- [TASK]
All entries are to be transcribed verbatim, but images are not carried over.

- [AVAILABLE DATA]
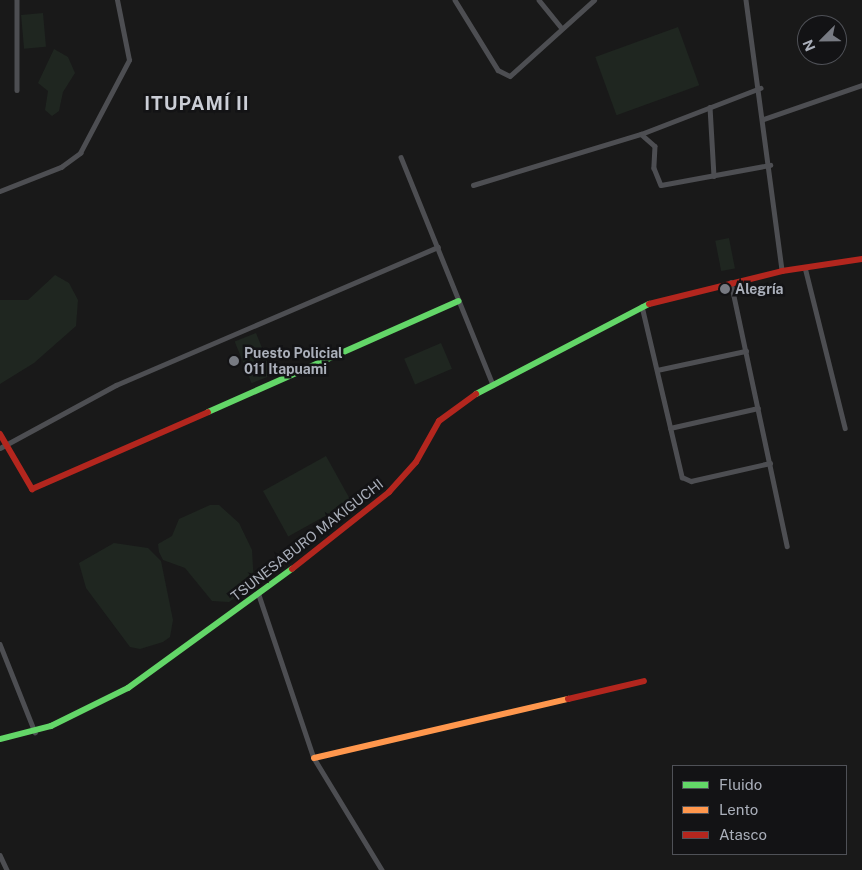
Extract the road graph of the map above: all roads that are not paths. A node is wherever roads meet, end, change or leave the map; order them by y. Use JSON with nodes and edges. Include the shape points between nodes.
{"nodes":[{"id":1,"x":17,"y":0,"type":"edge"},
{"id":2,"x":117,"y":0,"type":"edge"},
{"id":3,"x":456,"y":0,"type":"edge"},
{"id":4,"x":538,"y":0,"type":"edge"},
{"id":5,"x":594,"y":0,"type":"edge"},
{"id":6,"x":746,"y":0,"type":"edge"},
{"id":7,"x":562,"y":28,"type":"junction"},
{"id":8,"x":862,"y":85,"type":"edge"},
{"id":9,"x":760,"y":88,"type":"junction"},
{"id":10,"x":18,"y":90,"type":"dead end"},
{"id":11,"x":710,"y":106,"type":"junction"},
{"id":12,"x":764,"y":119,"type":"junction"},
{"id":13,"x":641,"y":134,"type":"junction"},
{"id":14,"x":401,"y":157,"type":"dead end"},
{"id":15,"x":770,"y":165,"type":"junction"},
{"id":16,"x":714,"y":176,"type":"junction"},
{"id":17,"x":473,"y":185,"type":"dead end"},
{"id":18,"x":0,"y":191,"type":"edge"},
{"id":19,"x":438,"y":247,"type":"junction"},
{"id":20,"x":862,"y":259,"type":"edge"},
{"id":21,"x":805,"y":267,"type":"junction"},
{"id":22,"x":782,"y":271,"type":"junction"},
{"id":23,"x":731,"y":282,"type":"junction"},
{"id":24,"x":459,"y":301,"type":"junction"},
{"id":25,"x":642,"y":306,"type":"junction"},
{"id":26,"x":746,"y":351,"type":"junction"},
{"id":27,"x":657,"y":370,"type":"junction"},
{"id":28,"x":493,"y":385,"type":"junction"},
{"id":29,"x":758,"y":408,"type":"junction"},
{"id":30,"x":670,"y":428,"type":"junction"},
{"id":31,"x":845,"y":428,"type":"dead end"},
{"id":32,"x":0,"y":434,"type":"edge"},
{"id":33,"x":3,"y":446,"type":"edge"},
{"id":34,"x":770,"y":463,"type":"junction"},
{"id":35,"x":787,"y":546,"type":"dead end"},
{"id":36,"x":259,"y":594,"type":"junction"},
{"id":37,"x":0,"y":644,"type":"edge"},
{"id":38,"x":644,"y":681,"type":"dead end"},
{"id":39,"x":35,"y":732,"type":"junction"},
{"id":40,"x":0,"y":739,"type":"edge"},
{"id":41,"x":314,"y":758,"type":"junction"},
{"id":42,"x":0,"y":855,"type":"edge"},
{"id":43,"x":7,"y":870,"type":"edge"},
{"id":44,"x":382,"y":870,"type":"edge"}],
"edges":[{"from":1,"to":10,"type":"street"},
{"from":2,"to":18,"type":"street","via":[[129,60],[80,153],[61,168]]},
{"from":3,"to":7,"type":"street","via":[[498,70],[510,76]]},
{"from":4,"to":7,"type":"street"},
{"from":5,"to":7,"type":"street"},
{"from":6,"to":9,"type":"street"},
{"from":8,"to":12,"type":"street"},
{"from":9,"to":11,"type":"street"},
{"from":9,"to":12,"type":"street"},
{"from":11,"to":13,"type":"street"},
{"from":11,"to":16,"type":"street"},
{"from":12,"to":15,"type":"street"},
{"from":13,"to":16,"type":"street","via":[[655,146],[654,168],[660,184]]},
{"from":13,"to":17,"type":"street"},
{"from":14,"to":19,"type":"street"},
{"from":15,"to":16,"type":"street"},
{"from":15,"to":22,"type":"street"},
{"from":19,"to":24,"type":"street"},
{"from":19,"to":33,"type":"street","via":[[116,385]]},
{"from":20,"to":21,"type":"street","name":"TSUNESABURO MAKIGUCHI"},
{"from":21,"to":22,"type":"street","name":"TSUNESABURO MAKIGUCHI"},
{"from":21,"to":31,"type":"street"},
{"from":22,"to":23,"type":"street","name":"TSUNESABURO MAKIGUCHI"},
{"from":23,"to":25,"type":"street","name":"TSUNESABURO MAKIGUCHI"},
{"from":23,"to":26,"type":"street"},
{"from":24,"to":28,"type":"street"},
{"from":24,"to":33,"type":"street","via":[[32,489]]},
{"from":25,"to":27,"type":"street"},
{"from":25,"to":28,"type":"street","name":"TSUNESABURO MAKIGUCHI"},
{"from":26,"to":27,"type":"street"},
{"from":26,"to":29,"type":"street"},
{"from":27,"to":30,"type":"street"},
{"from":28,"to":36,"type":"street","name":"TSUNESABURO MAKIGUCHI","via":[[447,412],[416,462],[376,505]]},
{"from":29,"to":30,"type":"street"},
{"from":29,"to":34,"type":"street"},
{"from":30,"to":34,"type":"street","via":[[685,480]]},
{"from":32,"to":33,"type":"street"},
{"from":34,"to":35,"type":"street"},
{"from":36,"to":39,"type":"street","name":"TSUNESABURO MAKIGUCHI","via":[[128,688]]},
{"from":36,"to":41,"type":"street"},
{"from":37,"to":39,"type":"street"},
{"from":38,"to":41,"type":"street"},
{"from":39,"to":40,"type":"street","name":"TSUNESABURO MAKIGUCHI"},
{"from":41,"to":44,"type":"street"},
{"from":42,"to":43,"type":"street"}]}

- [COMPLETED EXERCISE]
Extract the road graph of the map above: all roads that are not paths. A node is wherever roads meet, end, change or leave the map; order them by y. Use JSON with nodes and edges. Include the shape points between nodes.
{"nodes":[{"id":1,"x":17,"y":0,"type":"edge"},
{"id":2,"x":117,"y":0,"type":"edge"},
{"id":3,"x":456,"y":0,"type":"edge"},
{"id":4,"x":538,"y":0,"type":"edge"},
{"id":5,"x":594,"y":0,"type":"edge"},
{"id":6,"x":746,"y":0,"type":"edge"},
{"id":7,"x":562,"y":28,"type":"junction"},
{"id":8,"x":862,"y":85,"type":"edge"},
{"id":9,"x":760,"y":88,"type":"junction"},
{"id":10,"x":18,"y":90,"type":"dead end"},
{"id":11,"x":710,"y":106,"type":"junction"},
{"id":12,"x":764,"y":119,"type":"junction"},
{"id":13,"x":641,"y":134,"type":"junction"},
{"id":14,"x":401,"y":157,"type":"dead end"},
{"id":15,"x":770,"y":165,"type":"junction"},
{"id":16,"x":714,"y":176,"type":"junction"},
{"id":17,"x":473,"y":185,"type":"dead end"},
{"id":18,"x":0,"y":191,"type":"edge"},
{"id":19,"x":438,"y":247,"type":"junction"},
{"id":20,"x":862,"y":259,"type":"edge"},
{"id":21,"x":805,"y":267,"type":"junction"},
{"id":22,"x":782,"y":271,"type":"junction"},
{"id":23,"x":731,"y":282,"type":"junction"},
{"id":24,"x":459,"y":301,"type":"junction"},
{"id":25,"x":642,"y":306,"type":"junction"},
{"id":26,"x":746,"y":351,"type":"junction"},
{"id":27,"x":657,"y":370,"type":"junction"},
{"id":28,"x":493,"y":385,"type":"junction"},
{"id":29,"x":758,"y":408,"type":"junction"},
{"id":30,"x":670,"y":428,"type":"junction"},
{"id":31,"x":845,"y":428,"type":"dead end"},
{"id":32,"x":0,"y":434,"type":"edge"},
{"id":33,"x":3,"y":446,"type":"edge"},
{"id":34,"x":770,"y":463,"type":"junction"},
{"id":35,"x":787,"y":546,"type":"dead end"},
{"id":36,"x":259,"y":594,"type":"junction"},
{"id":37,"x":0,"y":644,"type":"edge"},
{"id":38,"x":644,"y":681,"type":"dead end"},
{"id":39,"x":35,"y":732,"type":"junction"},
{"id":40,"x":0,"y":739,"type":"edge"},
{"id":41,"x":314,"y":758,"type":"junction"},
{"id":42,"x":0,"y":855,"type":"edge"},
{"id":43,"x":7,"y":870,"type":"edge"},
{"id":44,"x":382,"y":870,"type":"edge"}],
"edges":[{"from":1,"to":10,"type":"street"},
{"from":2,"to":18,"type":"street","via":[[129,60],[80,153],[61,168]]},
{"from":3,"to":7,"type":"street","via":[[498,70],[510,76]]},
{"from":4,"to":7,"type":"street"},
{"from":5,"to":7,"type":"street"},
{"from":6,"to":9,"type":"street"},
{"from":8,"to":12,"type":"street"},
{"from":9,"to":11,"type":"street"},
{"from":9,"to":12,"type":"street"},
{"from":11,"to":13,"type":"street"},
{"from":11,"to":16,"type":"street"},
{"from":12,"to":15,"type":"street"},
{"from":13,"to":16,"type":"street","via":[[655,146],[654,168],[660,184]]},
{"from":13,"to":17,"type":"street"},
{"from":14,"to":19,"type":"street"},
{"from":15,"to":16,"type":"street"},
{"from":15,"to":22,"type":"street"},
{"from":19,"to":24,"type":"street"},
{"from":19,"to":33,"type":"street","via":[[116,385]]},
{"from":20,"to":21,"type":"street","name":"TSUNESABURO MAKIGUCHI"},
{"from":21,"to":22,"type":"street","name":"TSUNESABURO MAKIGUCHI"},
{"from":21,"to":31,"type":"street"},
{"from":22,"to":23,"type":"street","name":"TSUNESABURO MAKIGUCHI"},
{"from":23,"to":25,"type":"street","name":"TSUNESABURO MAKIGUCHI"},
{"from":23,"to":26,"type":"street"},
{"from":24,"to":28,"type":"street"},
{"from":24,"to":33,"type":"street","via":[[32,489]]},
{"from":25,"to":27,"type":"street"},
{"from":25,"to":28,"type":"street","name":"TSUNESABURO MAKIGUCHI"},
{"from":26,"to":27,"type":"street"},
{"from":26,"to":29,"type":"street"},
{"from":27,"to":30,"type":"street"},
{"from":28,"to":36,"type":"street","name":"TSUNESABURO MAKIGUCHI","via":[[447,412],[416,462],[376,505]]},
{"from":29,"to":30,"type":"street"},
{"from":29,"to":34,"type":"street"},
{"from":30,"to":34,"type":"street","via":[[685,480]]},
{"from":32,"to":33,"type":"street"},
{"from":34,"to":35,"type":"street"},
{"from":36,"to":39,"type":"street","name":"TSUNESABURO MAKIGUCHI","via":[[128,688]]},
{"from":36,"to":41,"type":"street"},
{"from":37,"to":39,"type":"street"},
{"from":38,"to":41,"type":"street"},
{"from":39,"to":40,"type":"street","name":"TSUNESABURO MAKIGUCHI"},
{"from":41,"to":44,"type":"street"},
{"from":42,"to":43,"type":"street"}]}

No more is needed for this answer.